Só então o jovem pareceu entender o que estava acontecendo. Olhou para o anão, com uma expressão de confusão no rosto. Ainda arfando, tombou desacordado.
Aaron acordou. A cabeça doía, a boca estava seca. Seu estômago reclamava de fome. Olhou em volta e viu Lester deitado ao seu lado, com o ombro enfaixado. Garfim estava mais à frente recostado em uma árvore, montando guarda. O ambiente estava escuro, com a exceção da fogueira que ardia em sua frente. Ao tentar se levantar descobriu que estava exausto. Uma tontura jogou-o de volta ao chão onde adormeceu novamente.
Ao acordar novamente, o sol já ia alto. Aaron ainda se sentia cansado, mas o equilíbrio voltara. Não viu Lester nem Garfim por perto, mas uma fogueira aquecia uma panela que exalava um cheiro delicioso.
- Finalmente acordou. – Ouviu-se a voz de Lester atrás do jovem. – Estávamos começando a ficar preocupados.

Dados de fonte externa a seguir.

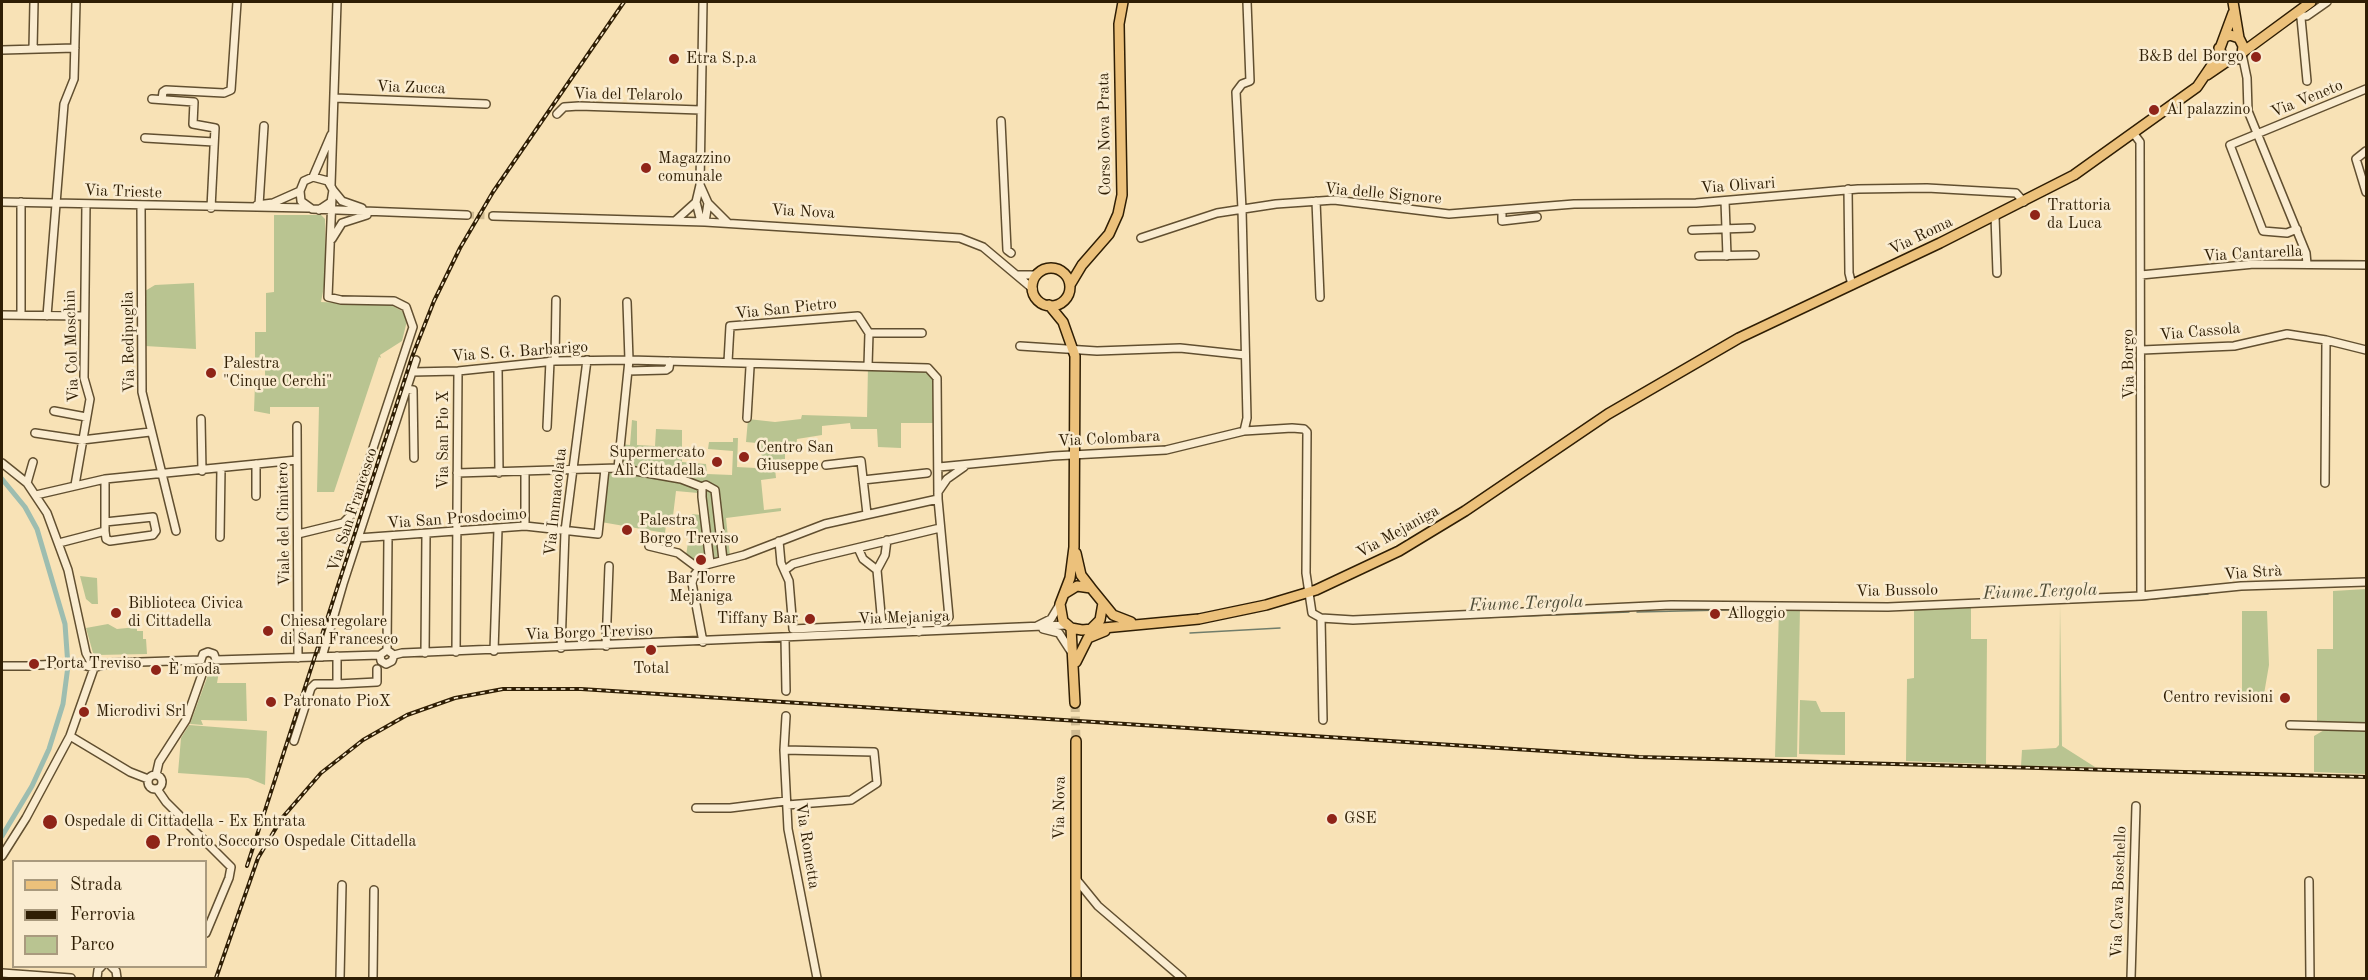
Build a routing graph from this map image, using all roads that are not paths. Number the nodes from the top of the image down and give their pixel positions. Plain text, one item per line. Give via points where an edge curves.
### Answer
1 (34, 2) edge
2 (76, 2) edge
3 (237, 2) edge
4 (337, 2) edge
5 (703, 2) edge
6 (1123, 2) edge
7 (1247, 2) edge
8 (2233, 2) edge
9 (2310, 2) edge
10 (2327, 2) edge
11 (2233, 13) junction
12 (2299, 15) junction
13 (2224, 37) junction
14 (2262, 38) junction
15 (2240, 40) junction
16 (75, 48) junction
17 (2218, 48) junction
18 (33, 49) junction
19 (2, 50) edge
20 (2242, 53) junction
21 (2230, 60) junction
22 (2244, 71) junction
23 (2207, 75) junction
24 (2307, 81) dead end
25 (2367, 89) edge
26 (335, 98) junction
27 (152, 99) dead end
28 (162, 99) junction
29 (486, 104) dead end
30 (701, 110) junction
31 (557, 114) dead end
32 (1001, 121) dead end
33 (264, 126) dead end
34 (333, 127) junction
35 (2257, 133) junction
36 (2134, 134) junction
37 (145, 138) dead end
38 (214, 142) junction
39 (2367, 151) edge
40 (313, 177) junction
41 (700, 185) junction
42 (1848, 189) junction
43 (300, 191) junction
44 (332, 191) junction
45 (2367, 192) edge
46 (1316, 201) junction
47 (1725, 201) junction
48 (2, 202) edge
49 (21, 202) junction
50 (696, 202) junction
51 (2024, 202) junction
52 (54, 203) junction
53 (708, 203) junction
54 (86, 204) junction
55 (259, 205) junction
56 (141, 206) junction
57 (211, 208) junction
58 (243, 209) junction
59 (315, 209) junction
60 (1242, 209) junction
61 (331, 210) junction
62 (1502, 210) junction
63 (385, 212) junction
64 (1449, 214) joint
65 (467, 215) tunnel mouth
66 (493, 216) tunnel mouth
67 (1995, 216) junction
68 (1537, 217) dead end
69 (675, 221) junction
70 (703, 222) junction
71 (728, 223) junction
72 (1726, 228) junction
73 (1751, 228) dead end
74 (2297, 229) junction
75 (1692, 230) dead end
76 (1141, 238) dead end
77 (330, 244) junction
78 (1011, 253) dead end
79 (1755, 255) dead end
80 (1089, 256) junction
81 (1699, 256) dead end
82 (1727, 256) junction
83 (2307, 264) junction
84 (2367, 265) edge
85 (1062, 271) junction
86 (1997, 273) dead end
87 (1017, 275) junction
88 (1037, 275) junction
89 (2141, 275) junction
90 (1070, 285) junction
91 (1852, 285) junction
92 (1033, 289) junction
93 (1320, 297) dead end
94 (556, 300) dead end
95 (1064, 300) junction
96 (627, 302) dead end
97 (1049, 305) junction
98 (2, 315) edge
99 (21, 315) junction
100 (47, 316) junction
101 (83, 316) junction
102 (1066, 330) junction
103 (869, 333) junction
104 (922, 333) dead end
105 (2326, 340) junction
106 (1020, 346) dead end
107 (1074, 349) junction
108 (2142, 350) junction
109 (2367, 350) edge
110 (1245, 356) junction
111 (416, 360) dead end
112 (587, 360) junction
113 (629, 360) junction
114 (553, 361) junction
115 (670, 361) junction
116 (728, 362) junction
117 (868, 366) junction
118 (498, 367) junction
119 (750, 367) dead end
120 (458, 371) junction
121 (628, 371) junction
122 (412, 372) junction
123 (406, 389) junction
124 (1632, 400) joint
125 (54, 411) dead end
126 (86, 417) junction
127 (747, 418) dead end
128 (201, 419) dead end
129 (297, 426) dead end
130 (547, 427) dead end
131 (1244, 431) junction
132 (150, 432) junction
133 (35, 433) dead end
134 (82, 440) junction
135 (1075, 455) junction
136 (414, 458) dead end
137 (297, 460) junction
138 (33, 462) dead end
139 (2, 463) edge
140 (256, 464) junction
141 (974, 464) junction
142 (826, 465) dead end
143 (939, 467) junction
144 (221, 468) junction
145 (605, 468) junction
146 (618, 468) junction
147 (573, 470) junction
148 (202, 471) junction
149 (525, 472) junction
150 (457, 473) junction
151 (499, 473) junction
152 (161, 474) junction
153 (927, 474) dead end
154 (105, 479) junction
155 (863, 480) junction
156 (27, 483) junction
157 (2325, 483) dead end
158 (75, 485) junction
159 (702, 487) junction
160 (36, 495) junction
161 (256, 496) dead end
162 (938, 496) junction
163 (867, 514) junction
164 (105, 522) junction
165 (525, 526) junction
166 (940, 528) junction
167 (498, 529) junction
168 (105, 531) junction
169 (176, 531) dead end
170 (565, 531) junction
171 (457, 532) junction
172 (298, 534) junction
173 (426, 535) junction
174 (220, 537) dead end
175 (388, 537) junction
176 (358, 538) junction
177 (887, 540) junction
178 (779, 541) junction
179 (59, 543) junction
180 (649, 546) dead end
181 (1074, 547) junction
182 (858, 548) junction
183 (723, 560) junction
184 (710, 563) junction
185 (609, 566) dead end
186 (698, 568) junction
187 (785, 570) junction
188 (877, 570) junction
189 (2367, 582) edge
190 (1091, 588) junction
191 (1309, 593) junction
192 (1064, 594) junction
193 (2141, 596) junction
194 (1104, 603) junction
195 (1060, 604) junction
196 (1321, 618) junction
197 (919, 623) junction
198 (1151, 624) junction
199 (882, 625) junction
200 (1138, 625) junction
201 (1069, 626) junction
202 (814, 627) junction
203 (1040, 628) junction
204 (1024, 629) junction
205 (1089, 629) junction
206 (920, 632) junction
207 (815, 636) junction
208 (786, 638) junction
209 (703, 642) junction
210 (606, 646) junction
211 (561, 648) junction
212 (387, 650) junction
213 (494, 651) junction
214 (456, 652) junction
215 (425, 653) junction
216 (88, 655) junction
217 (380, 655) junction
218 (394, 655) junction
219 (337, 656) junction
220 (322, 657) junction
221 (298, 658) junction
222 (216, 660) junction
223 (1075, 662) junction
224 (76, 663) junction
225 (109, 663) junction
226 (203, 663) junction
227 (39, 665) dead end
228 (2, 666) edge
229 (30, 666) dead end
230 (94, 668) junction
231 (377, 669) dead end
232 (337, 684) junction
233 (786, 691) dead end
234 (1075, 703) tunnel mouth
235 (786, 716) dead end
236 (1323, 720) dead end
237 (2290, 725) dead end
238 (2364, 727) edge
239 (70, 736) junction
240 (294, 741) dead end
241 (1076, 741) tunnel mouth
242 (784, 750) junction
243 (156, 775) junction
244 (148, 779) junction
245 (157, 789) junction
246 (786, 803) junction
247 (2136, 806) dead end
248 (696, 808) dead end
249 (2, 855) edge
250 (1075, 876) junction
251 (2310, 881) dead end
252 (342, 885) dead end
253 (374, 890) dead end
254 (207, 931) edge
255 (2, 973) edge
256 (18, 976) edge
257 (97, 976) edge
258 (71, 978) edge
259 (90, 978) edge
260 (340, 978) edge
261 (373, 978) edge
262 (817, 978) edge
263 (1076, 978) edge
264 (1182, 978) edge
265 (2131, 978) edge
266 (2310, 978) edge

1 - 18 street
2 - 16 street
3 - 28 street via 231,90 166,90
4 - 26 street
5 - 30 street, Via del Telarolo
6 - 80 main road, Corso Nova Prata via 1119,24 1122,195 1109,234
7 - 60 street via 1250,81 1236,92
8 - 11 main road
9 - 12 main road, Via Roma
10 - 12 street
11 - 13 main road
11 - 15 main road
12 - 14 main road, Via Roma
12 - 24 street
13 - 15 main road, Via Roma via 2230,35
13 - 17 main road, Via Roma
14 - 15 main road, Via Roma
14 - 20 main road, Via Roma
15 - 20 main road
16 - 18 street
16 - 52 street via 74,79 64,105
17 - 21 main road
17 - 23 main road, Via Roma
18 - 19 street
20 - 21 main road, Via Roma
20 - 22 street
21 - 22 street
21 - 23 main road, Via Roma
22 - 35 street via 2248,111
23 - 36 main road, Via Roma via 2197,87
25 - 35 street, Via Veneto
26 - 29 street, Via Zucca
26 - 34 street
27 - 28 street
28 - 38 street via 194,102 193,124 214,128
30 - 31 street, Via del Telarolo via 579,106 564,107
30 - 41 street, Via del Telarolo
32 - 78 street via 1007,250
33 - 55 street
34 - 40 street
34 - 44 street
35 - 74 street
35 - 74 street, Via Veneto via 2230,145 2261,226 2267,233
36 - 51 main road, Via Roma via 2074,175
36 - 89 street, Via Borgo via 2140,142
37 - 38 street
38 - 57 street
39 - 45 street via 2356,159
40 - 43 street via 304,182
40 - 44 street via 323,178
41 - 50 street
41 - 53 street
42 - 47 street, Via Olivari
42 - 51 street, Via Olivari via 2016,193
42 - 91 street via 1848,273
43 - 55 street, Via Trieste
43 - 59 street via 301,201
44 - 59 street via 328,205
44 - 61 street
44 - 63 street via 354,207
46 - 60 street, Via delle Signore
46 - 64 street, Via delle Signore
46 - 93 street
47 - 62 street, Via Olivari via 1574,204
47 - 72 street
48 - 49 street, Via Trieste
49 - 52 street, Via Trieste
49 - 99 street
50 - 69 street
50 - 70 street
51 - 67 main road, Via Roma
52 - 54 street, Via Trieste
52 - 100 street
53 - 70 street
53 - 71 street
54 - 56 street, Via Trieste
54 - 101 street, Via Col Moschin
55 - 58 street, Via Trieste
56 - 57 street, Via Trieste
56 - 132 street, Via Redipuglia via 141,393
57 - 58 street, Via Trieste
58 - 59 street, Via Trieste
59 - 61 street, Via Trieste
59 - 77 street via 327,217
60 - 76 street, Via delle Signore
60 - 110 street
61 - 63 street, Via Trieste
61 - 77 street
62 - 64 street, Via Olivari
62 - 68 street via 1502,221
63 - 65 street
63 - 77 street via 342,223
66 - 69 street, Via Nova
67 - 86 street
67 - 91 main road, Via Roma
69 - 70 street, Via Nova
70 - 71 street, Via Nova
71 - 87 street, Via Nova via 960,238 983,247
72 - 73 street
72 - 75 street
72 - 82 street
74 - 83 street
77 - 172 street via 328,297 394,301 406,307 413,327 351,515 343,523
79 - 82 street
80 - 85 main road, Corso Nova Prata
80 - 90 main road, Corso Nova Prata
81 - 82 street
83 - 84 street, Via Cantarella
83 - 89 street, Via Cantarella via 2254,264
85 - 88 main road via 1051,268
85 - 90 main road
87 - 88 street
87 - 92 street, Via Nova
88 - 92 main road
89 - 108 street, Via Borgo
90 - 95 main road, Via Nova
91 - 124 main road, Via Roma via 1739,338
92 - 97 main road, Via Nova via 1037,298
94 - 114 street
95 - 97 main road
95 - 102 main road, Via Nova
96 - 113 street
97 - 102 main road, Via Nova
98 - 99 street
99 - 100 street
100 - 101 street
101 - 126 street, Via Col Moschin via 84,378 90,399
102 - 107 main road, Via Nova
103 - 104 street
103 - 116 street, Via San Pietro via 858,316 730,326
103 - 117 street
105 - 108 street, Via Cassola via 2286,334 2234,346
105 - 109 street, Via Cassola
105 - 157 street
106 - 107 street
107 - 110 street via 1180,348
107 - 135 main road, Via Nova
108 - 193 street, Via Borgo
110 - 131 street
111 - 122 street
112 - 113 street, Via S. G. Barbarigo
112 - 114 street, Via S. G. Barbarigo
112 - 147 street, Via Immacolata
113 - 115 street
113 - 121 street
114 - 118 street, Via S. G. Barbarigo
114 - 130 street
115 - 116 street
115 - 121 street via 666,370
116 - 117 street
117 - 143 street via 928,368 934,372
118 - 120 street, Via S. G. Barbarigo
118 - 151 street
119 - 127 street
120 - 122 street, Via S. G. Barbarigo
120 - 150 street, Via San Pio X
121 - 146 street
122 - 123 street, Via San Francesco
123 - 136 street via 413,390
123 - 176 street, Via San Francesco
124 - 191 main road, Via Mejaniga via 1400,551
125 - 126 street
126 - 134 street, Via Col Moschin
128 - 148 street
129 - 137 street, Viale del Cimitero
131 - 135 street, Via Colombara via 1166,450
131 - 191 street, Via Colombara via 1292,428 1307,432
132 - 134 street
132 - 152 street, Via Redipuglia
133 - 134 street
134 - 158 street, Via Col Moschin
135 - 141 street, Via Colombara
135 - 181 main road, Via Nova
137 - 140 street
137 - 172 street, Viale del Cimitero
138 - 156 street
139 - 156 street
140 - 144 street
140 - 161 street
141 - 143 street, Via Colombara
141 - 162 street, Via Colombara via 959,468
142 - 155 street via 861,461
143 - 162 street
144 - 148 street
144 - 174 street
145 - 146 street
145 - 147 street
145 - 170 street, Via San Prosdocimo via 598,534
146 - 159 street via 681,479
147 - 149 street
147 - 170 street, Via Immacolata
148 - 152 street
149 - 151 street
149 - 165 street
150 - 151 street
150 - 171 street, Via San Pio X
152 - 154 street
152 - 169 street, Via Redipuglia
153 - 155 street
154 - 158 street
154 - 164 street
155 - 163 street
156 - 160 street
158 - 160 street
159 - 183 street via 715,490
159 - 184 street
160 - 179 street
162 - 163 street
162 - 166 street
163 - 178 street
164 - 168 street
164 - 168 street via 153,517 156,531 153,535 110,541
165 - 167 street, Via San Prosdocimo
165 - 170 street, Via San Prosdocimo
166 - 177 street
166 - 197 street via 947,621
167 - 171 street, Via San Prosdocimo
167 - 213 street
168 - 179 street
170 - 211 street, Via Immacolata
171 - 173 street, Via San Prosdocimo
171 - 214 street, Via San Pio X
172 - 221 street, Viale del Cimitero
173 - 175 street, Via San Prosdocimo
173 - 215 street
175 - 176 street, Via San Prosdocimo
175 - 212 street
176 - 220 street, Via San Francesco
177 - 182 street
177 - 188 street
178 - 183 street
178 - 187 street
179 - 216 street
180 - 186 street via 678,554
181 - 190 main road, Via Nova via 1082,575
181 - 192 main road, Via Nova
182 - 187 street via 793,564
182 - 188 street via 863,559
183 - 184 street
184 - 186 street
185 - 210 street
186 - 209 street via 692,583
187 - 202 street via 794,628
188 - 199 street
189 - 193 street, Via Strà via 2241,586
190 - 192 main road via 1077,586
190 - 194 main road, Via Mejaniga
191 - 196 street via 1312,613
191 - 198 main road, Via Mejaniga via 1233,612
192 - 195 main road, Via Mejaniga
193 - 196 street, Via Bussolo via 1888,607 1654,607 1353,620
194 - 198 main road, Via Mejaniga via 1118,619
194 - 205 main road via 1100,620
195 - 201 main road via 1060,615
195 - 204 street, Via Mejaniga via 1051,619
196 - 236 street
197 - 199 street
197 - 206 street
198 - 200 main road, Via Mejaniga
199 - 202 street
200 - 205 main road, Via Mejaniga
200 - 223 main road, Via Mejaniga via 1091,635
201 - 203 street, Via Mejaniga
201 - 205 main road, Via Mejaniga
201 - 223 main road
202 - 207 street
203 - 204 street, Via Mejaniga
203 - 223 street, Via Mejaniga via 1062,636
204 - 206 street, Via Mejaniga
205 - 223 main road via 1079,644
206 - 207 street, Via Mejaniga
207 - 208 street, Via Mejaniga
208 - 209 street, Via Borgo Treviso
208 - 233 street
209 - 210 street, Via Borgo Treviso
210 - 211 street, Via Borgo Treviso
211 - 213 street, Via Borgo Treviso
212 - 217 street
212 - 218 street
213 - 214 street, Via Borgo Treviso
214 - 215 street, Via Borgo Treviso
215 - 218 street, Via Borgo Treviso
216 - 224 street
216 - 225 street, Via Borgo Treviso
216 - 230 street
217 - 218 street, Via Borgo Treviso via 387,664
217 - 219 street, Via Borgo Treviso
219 - 220 street, Via Borgo Treviso
219 - 232 street
220 - 221 street, Via Borgo Treviso
221 - 222 street, Via Borgo Treviso
222 - 226 street, Via Borgo Treviso via 213,665
222 - 226 street, Via Borgo Treviso via 208,652 203,654
223 - 234 main road
224 - 227 street
224 - 230 street
225 - 226 street, Via Borgo Treviso
225 - 230 street, Via Borgo Treviso
226 - 243 street via 186,720 159,762
228 - 229 street
230 - 239 street
231 - 232 street via 377,682
232 - 240 street via 311,687
235 - 242 street, Via Rometta
237 - 238 street
239 - 244 street
239 - 249 street
241 - 250 main road, Via Nova
242 - 246 street, Via Rometta
242 - 246 street via 874,752 877,783 851,800
243 - 244 street
243 - 245 street via 162,783
244 - 245 street via 149,787
245 - 254 street via 231,867
246 - 248 street
246 - 262 street, Via Rometta
247 - 265 street, Via Cava Boschello
250 - 263 main road, Via Nova
250 - 264 street via 1098,906
251 - 266 street
252 - 260 street
253 - 261 street
255 - 256 street
256 - 258 street
257 - 259 street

Aaron olhou para o amigo e empalideceu quando viu o ombro ainda com as faixas sujas de sangue. O jovem bardo percebendo a reação do amigo ao olhar para se ferimento disse:
- Não foi nada. Se você não tivesse nos ajudado, provavelmente estaríamos naquela pilha flamejante.
Foi então que Aaron percebeu que uma fumaça negra subia de algum lugar perto dali.
- O que é aquilo?
- Garfim juntou todos os corpos daqueles monstros e fez uma fogueira enorme com eles.
- Acho melhor darmos o fora daqui. Podem aparecer curiosos. – Disse o anão saindo de trás de uma árvore. Virando-se para Aaron, disse: – Você está bem? Pode andar?
- Acho que sim. Estou faminto.
- Vamos comer então, depois saímos daqui. – Disse Lester.